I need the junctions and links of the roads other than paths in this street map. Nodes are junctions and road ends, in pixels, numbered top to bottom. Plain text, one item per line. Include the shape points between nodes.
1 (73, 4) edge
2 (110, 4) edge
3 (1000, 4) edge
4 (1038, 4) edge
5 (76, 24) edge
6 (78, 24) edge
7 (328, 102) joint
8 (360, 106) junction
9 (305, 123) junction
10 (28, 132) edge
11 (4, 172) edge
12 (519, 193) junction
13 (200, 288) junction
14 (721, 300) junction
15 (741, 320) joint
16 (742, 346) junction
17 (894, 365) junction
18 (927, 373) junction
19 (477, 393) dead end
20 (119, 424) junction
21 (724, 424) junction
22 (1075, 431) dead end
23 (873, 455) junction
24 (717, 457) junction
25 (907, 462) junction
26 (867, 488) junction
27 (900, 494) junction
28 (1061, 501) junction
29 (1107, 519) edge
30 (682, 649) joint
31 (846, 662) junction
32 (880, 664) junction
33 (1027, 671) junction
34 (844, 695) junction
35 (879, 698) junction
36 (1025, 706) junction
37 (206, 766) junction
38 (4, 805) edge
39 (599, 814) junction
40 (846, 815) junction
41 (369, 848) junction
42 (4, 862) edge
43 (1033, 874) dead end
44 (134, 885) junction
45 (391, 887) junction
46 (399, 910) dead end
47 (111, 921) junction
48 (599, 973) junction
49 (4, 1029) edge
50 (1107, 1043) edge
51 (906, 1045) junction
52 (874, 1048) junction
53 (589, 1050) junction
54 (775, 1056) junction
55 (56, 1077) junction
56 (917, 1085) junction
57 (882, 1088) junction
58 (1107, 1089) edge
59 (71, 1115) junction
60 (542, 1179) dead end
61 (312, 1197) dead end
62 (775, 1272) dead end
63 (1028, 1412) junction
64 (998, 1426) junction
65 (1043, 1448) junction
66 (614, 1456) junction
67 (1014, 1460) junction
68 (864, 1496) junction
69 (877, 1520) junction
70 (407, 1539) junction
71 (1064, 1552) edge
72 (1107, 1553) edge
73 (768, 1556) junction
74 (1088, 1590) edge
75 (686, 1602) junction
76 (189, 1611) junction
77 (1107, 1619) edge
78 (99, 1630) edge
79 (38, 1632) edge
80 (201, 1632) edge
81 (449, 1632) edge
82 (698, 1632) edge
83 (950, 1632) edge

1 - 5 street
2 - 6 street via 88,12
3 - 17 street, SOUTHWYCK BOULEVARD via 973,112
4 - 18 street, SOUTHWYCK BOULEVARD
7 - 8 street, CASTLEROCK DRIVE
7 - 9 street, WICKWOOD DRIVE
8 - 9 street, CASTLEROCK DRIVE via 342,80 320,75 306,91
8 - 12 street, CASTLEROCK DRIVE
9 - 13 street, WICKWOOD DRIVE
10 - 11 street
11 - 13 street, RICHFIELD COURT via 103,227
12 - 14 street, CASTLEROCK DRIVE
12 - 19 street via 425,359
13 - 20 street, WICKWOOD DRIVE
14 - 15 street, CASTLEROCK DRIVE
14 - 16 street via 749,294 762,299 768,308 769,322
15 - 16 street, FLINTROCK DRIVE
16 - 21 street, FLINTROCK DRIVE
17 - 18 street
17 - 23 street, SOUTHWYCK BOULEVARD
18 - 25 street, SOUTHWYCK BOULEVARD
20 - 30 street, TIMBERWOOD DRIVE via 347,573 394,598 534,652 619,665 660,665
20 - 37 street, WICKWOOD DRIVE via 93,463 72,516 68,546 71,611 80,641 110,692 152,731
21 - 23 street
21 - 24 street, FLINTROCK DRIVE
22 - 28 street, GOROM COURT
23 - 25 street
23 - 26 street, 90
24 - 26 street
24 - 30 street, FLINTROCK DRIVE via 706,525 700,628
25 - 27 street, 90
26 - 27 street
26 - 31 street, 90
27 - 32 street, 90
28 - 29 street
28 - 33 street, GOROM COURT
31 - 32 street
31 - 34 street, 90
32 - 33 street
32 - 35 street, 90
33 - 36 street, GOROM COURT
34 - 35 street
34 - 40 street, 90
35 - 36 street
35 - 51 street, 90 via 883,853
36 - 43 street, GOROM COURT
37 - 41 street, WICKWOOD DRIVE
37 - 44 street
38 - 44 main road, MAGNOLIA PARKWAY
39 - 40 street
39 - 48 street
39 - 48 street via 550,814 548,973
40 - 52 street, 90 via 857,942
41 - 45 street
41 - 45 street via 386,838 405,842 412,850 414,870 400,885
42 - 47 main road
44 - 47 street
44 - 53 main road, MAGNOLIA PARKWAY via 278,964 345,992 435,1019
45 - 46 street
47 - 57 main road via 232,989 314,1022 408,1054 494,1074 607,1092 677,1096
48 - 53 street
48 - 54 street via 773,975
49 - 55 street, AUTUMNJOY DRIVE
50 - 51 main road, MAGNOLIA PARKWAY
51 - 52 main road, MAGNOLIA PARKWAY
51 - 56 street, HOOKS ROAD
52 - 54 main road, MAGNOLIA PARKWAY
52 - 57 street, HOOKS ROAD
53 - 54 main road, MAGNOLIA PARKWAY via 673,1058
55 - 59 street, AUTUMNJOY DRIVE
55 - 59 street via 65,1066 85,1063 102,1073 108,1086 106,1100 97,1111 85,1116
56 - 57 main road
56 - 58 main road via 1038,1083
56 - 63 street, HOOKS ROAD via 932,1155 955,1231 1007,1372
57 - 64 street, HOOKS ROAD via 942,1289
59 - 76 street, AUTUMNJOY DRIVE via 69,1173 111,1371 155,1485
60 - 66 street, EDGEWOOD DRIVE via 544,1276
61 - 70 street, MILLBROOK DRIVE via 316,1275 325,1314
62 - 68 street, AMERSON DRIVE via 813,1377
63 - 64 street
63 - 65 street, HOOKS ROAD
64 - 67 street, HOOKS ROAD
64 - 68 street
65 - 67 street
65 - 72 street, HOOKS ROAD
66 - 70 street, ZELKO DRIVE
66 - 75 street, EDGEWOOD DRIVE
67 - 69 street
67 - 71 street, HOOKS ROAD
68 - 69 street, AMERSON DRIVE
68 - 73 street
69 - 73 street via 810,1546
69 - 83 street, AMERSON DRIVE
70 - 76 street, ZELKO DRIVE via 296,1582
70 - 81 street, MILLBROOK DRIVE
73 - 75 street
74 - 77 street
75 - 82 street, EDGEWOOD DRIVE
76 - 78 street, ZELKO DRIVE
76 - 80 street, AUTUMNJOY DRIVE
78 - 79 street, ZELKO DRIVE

+ + +

> **Task to complete**
From the first line to the last, copy the data exactly.

> **Task answer**
I need the junctions and links of the roads other than paths in this street map. Nodes are junctions and road ends, in pixels, numbered top to bottom. Plain text, one item per line. Include the shape points between nodes.
1 (73, 4) edge
2 (110, 4) edge
3 (1000, 4) edge
4 (1038, 4) edge
5 (76, 24) edge
6 (78, 24) edge
7 (328, 102) joint
8 (360, 106) junction
9 (305, 123) junction
10 (28, 132) edge
11 (4, 172) edge
12 (519, 193) junction
13 (200, 288) junction
14 (721, 300) junction
15 (741, 320) joint
16 (742, 346) junction
17 (894, 365) junction
18 (927, 373) junction
19 (477, 393) dead end
20 (119, 424) junction
21 (724, 424) junction
22 (1075, 431) dead end
23 (873, 455) junction
24 (717, 457) junction
25 (907, 462) junction
26 (867, 488) junction
27 (900, 494) junction
28 (1061, 501) junction
29 (1107, 519) edge
30 (682, 649) joint
31 (846, 662) junction
32 (880, 664) junction
33 (1027, 671) junction
34 (844, 695) junction
35 (879, 698) junction
36 (1025, 706) junction
37 (206, 766) junction
38 (4, 805) edge
39 (599, 814) junction
40 (846, 815) junction
41 (369, 848) junction
42 (4, 862) edge
43 (1033, 874) dead end
44 (134, 885) junction
45 (391, 887) junction
46 (399, 910) dead end
47 (111, 921) junction
48 (599, 973) junction
49 (4, 1029) edge
50 (1107, 1043) edge
51 (906, 1045) junction
52 (874, 1048) junction
53 (589, 1050) junction
54 (775, 1056) junction
55 (56, 1077) junction
56 (917, 1085) junction
57 (882, 1088) junction
58 (1107, 1089) edge
59 (71, 1115) junction
60 (542, 1179) dead end
61 (312, 1197) dead end
62 (775, 1272) dead end
63 (1028, 1412) junction
64 (998, 1426) junction
65 (1043, 1448) junction
66 (614, 1456) junction
67 (1014, 1460) junction
68 (864, 1496) junction
69 (877, 1520) junction
70 (407, 1539) junction
71 (1064, 1552) edge
72 (1107, 1553) edge
73 (768, 1556) junction
74 (1088, 1590) edge
75 (686, 1602) junction
76 (189, 1611) junction
77 (1107, 1619) edge
78 (99, 1630) edge
79 (38, 1632) edge
80 (201, 1632) edge
81 (449, 1632) edge
82 (698, 1632) edge
83 (950, 1632) edge

1 - 5 street
2 - 6 street via 88,12
3 - 17 street, SOUTHWYCK BOULEVARD via 973,112
4 - 18 street, SOUTHWYCK BOULEVARD
7 - 8 street, CASTLEROCK DRIVE
7 - 9 street, WICKWOOD DRIVE
8 - 9 street, CASTLEROCK DRIVE via 342,80 320,75 306,91
8 - 12 street, CASTLEROCK DRIVE
9 - 13 street, WICKWOOD DRIVE
10 - 11 street
11 - 13 street, RICHFIELD COURT via 103,227
12 - 14 street, CASTLEROCK DRIVE
12 - 19 street via 425,359
13 - 20 street, WICKWOOD DRIVE
14 - 15 street, CASTLEROCK DRIVE
14 - 16 street via 749,294 762,299 768,308 769,322
15 - 16 street, FLINTROCK DRIVE
16 - 21 street, FLINTROCK DRIVE
17 - 18 street
17 - 23 street, SOUTHWYCK BOULEVARD
18 - 25 street, SOUTHWYCK BOULEVARD
20 - 30 street, TIMBERWOOD DRIVE via 347,573 394,598 534,652 619,665 660,665
20 - 37 street, WICKWOOD DRIVE via 93,463 72,516 68,546 71,611 80,641 110,692 152,731
21 - 23 street
21 - 24 street, FLINTROCK DRIVE
22 - 28 street, GOROM COURT
23 - 25 street
23 - 26 street, 90
24 - 26 street
24 - 30 street, FLINTROCK DRIVE via 706,525 700,628
25 - 27 street, 90
26 - 27 street
26 - 31 street, 90
27 - 32 street, 90
28 - 29 street
28 - 33 street, GOROM COURT
31 - 32 street
31 - 34 street, 90
32 - 33 street
32 - 35 street, 90
33 - 36 street, GOROM COURT
34 - 35 street
34 - 40 street, 90
35 - 36 street
35 - 51 street, 90 via 883,853
36 - 43 street, GOROM COURT
37 - 41 street, WICKWOOD DRIVE
37 - 44 street
38 - 44 main road, MAGNOLIA PARKWAY
39 - 40 street
39 - 48 street
39 - 48 street via 550,814 548,973
40 - 52 street, 90 via 857,942
41 - 45 street
41 - 45 street via 386,838 405,842 412,850 414,870 400,885
42 - 47 main road
44 - 47 street
44 - 53 main road, MAGNOLIA PARKWAY via 278,964 345,992 435,1019
45 - 46 street
47 - 57 main road via 232,989 314,1022 408,1054 494,1074 607,1092 677,1096
48 - 53 street
48 - 54 street via 773,975
49 - 55 street, AUTUMNJOY DRIVE
50 - 51 main road, MAGNOLIA PARKWAY
51 - 52 main road, MAGNOLIA PARKWAY
51 - 56 street, HOOKS ROAD
52 - 54 main road, MAGNOLIA PARKWAY
52 - 57 street, HOOKS ROAD
53 - 54 main road, MAGNOLIA PARKWAY via 673,1058
55 - 59 street, AUTUMNJOY DRIVE
55 - 59 street via 65,1066 85,1063 102,1073 108,1086 106,1100 97,1111 85,1116
56 - 57 main road
56 - 58 main road via 1038,1083
56 - 63 street, HOOKS ROAD via 932,1155 955,1231 1007,1372
57 - 64 street, HOOKS ROAD via 942,1289
59 - 76 street, AUTUMNJOY DRIVE via 69,1173 111,1371 155,1485
60 - 66 street, EDGEWOOD DRIVE via 544,1276
61 - 70 street, MILLBROOK DRIVE via 316,1275 325,1314
62 - 68 street, AMERSON DRIVE via 813,1377
63 - 64 street
63 - 65 street, HOOKS ROAD
64 - 67 street, HOOKS ROAD
64 - 68 street
65 - 67 street
65 - 72 street, HOOKS ROAD
66 - 70 street, ZELKO DRIVE
66 - 75 street, EDGEWOOD DRIVE
67 - 69 street
67 - 71 street, HOOKS ROAD
68 - 69 street, AMERSON DRIVE
68 - 73 street
69 - 73 street via 810,1546
69 - 83 street, AMERSON DRIVE
70 - 76 street, ZELKO DRIVE via 296,1582
70 - 81 street, MILLBROOK DRIVE
73 - 75 street
74 - 77 street
75 - 82 street, EDGEWOOD DRIVE
76 - 78 street, ZELKO DRIVE
76 - 80 street, AUTUMNJOY DRIVE
78 - 79 street, ZELKO DRIVE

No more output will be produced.